Chorin.
Aujourd’hui deux nouvelles: une bonne et un mauvaise.
La bonne, c’est que j’ai retrouvé le balisage du chemin. Par pur hasard et pas du tout où on me le promettait. Sur ma carte on m’indiquait le trouver à l’Ouest de Angermünde, à relative proximité du chemin de fer. Autant vous dire que j’ai scruté tous les supports susceptibles de recevoir une trace de balisage. Rien de rien.
J’ai poursuivi mon chemin dans la direction qui me paraissait la plus raisonnable , et la sortant de nulle part, j’ai trouvé ma coquille jaune sur fond bleu sur un poteau quasiment devant moi.
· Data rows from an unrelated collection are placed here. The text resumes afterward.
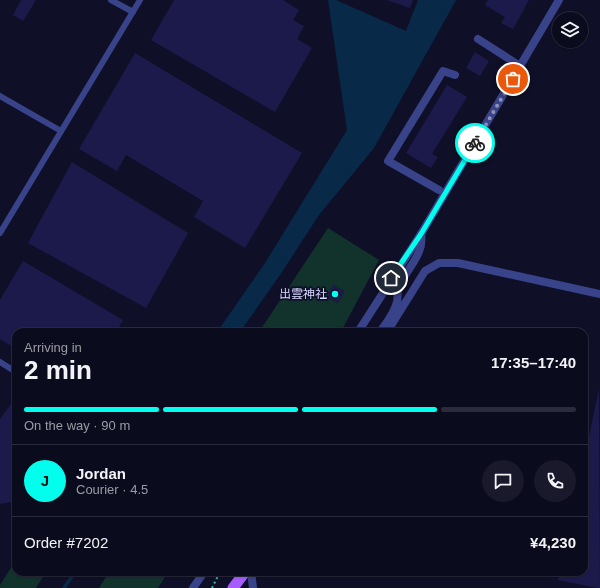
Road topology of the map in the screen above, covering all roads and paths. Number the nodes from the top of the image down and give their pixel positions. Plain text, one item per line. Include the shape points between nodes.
1 (110, 0) edge
2 (140, 0) edge
3 (559, 0) edge
4 (133, 12) junction
5 (478, 39) dead end
6 (520, 66) junction
7 (455, 76) dead end
8 (0, 96) edge
9 (62, 131) junction
10 (439, 190) dead end
11 (0, 233) edge
12 (421, 234) junction
13 (600, 294) edge
14 (361, 328) edge
15 (383, 328) edge
16 (389, 328) edge
17 (0, 362) edge
18 (12, 370) edge
19 (201, 576) edge
20 (218, 576) edge
21 (242, 576) edge
22 (252, 576) edge
23 (193, 588) edge
24 (212, 588) edge
25 (234, 588) edge
26 (253, 588) edge

1 - 4 lane
2 - 4 lane
3 - 6 street
4 - 9 lane
5 - 6 street
6 - 12 street
7 - 10 street via 443,71 388,161
8 - 9 lane
9 - 11 lane
12 - 14 street
12 - 15 street via 420,251 398,288 393,314
13 - 16 street via 458,263 439,263 425,271
17 - 18 lane
19 - 23 street
20 - 24 path
21 - 25 main road
22 - 26 street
Mon sac ne s’en est pas allégé pour autant, mais ma tête peut être un peu.
Mais la mauvaise nouvelle , c’est que j’ai retrouvé le balisage du chemin avec ses mauvais côtés. La notion de voyage à pied a disparu, pour d’excellentes raisons de sécurité entre autres ou d’agrément. Pour éviter la raffinerie, il était proposé une étape de 33 kms où j’en est fait 13 et aujourd’hui j’ai fait 5,4 kms là où route directe en nécessitait deux.
Chacun ses petits désagréments.
Hier j’avais gravi une éminence de 55m, sans assistance ni oxygène, mais j’ai le sentiment d’avoir progressé ce jour.
Toujours autant de pièces d’eau, mais maintenant que j’ai retrouvé le chemin, je parcours de belles distances sur des chemins pavés. Si ce n’est pas déjà fait , il pourrait être créer ici un Paris Roubaix.
A l’occasion d’une petite pause, je fais la connaissance d’un local issu d’un groupe de quatre grands pères randonneurs. Il est venu me demander si je suivais la route de Jacob. Il m’a souhaité bonne route et est allé tout de suite relater cela ses copains.
ce fut une journée rurale et forestière , ensoleillée et venteuse globalement du nord ouest, qui ici et à cette saison , n’est pas très chaud.
Ce soir je dors dans un bungalow, taillé pour quatre. J’ai bien l’impression que le taux d’occupation en semaine en ce moment doit être très faible .
Demain une nouvelle s’ouvre et je vous la souhaite bien agréable.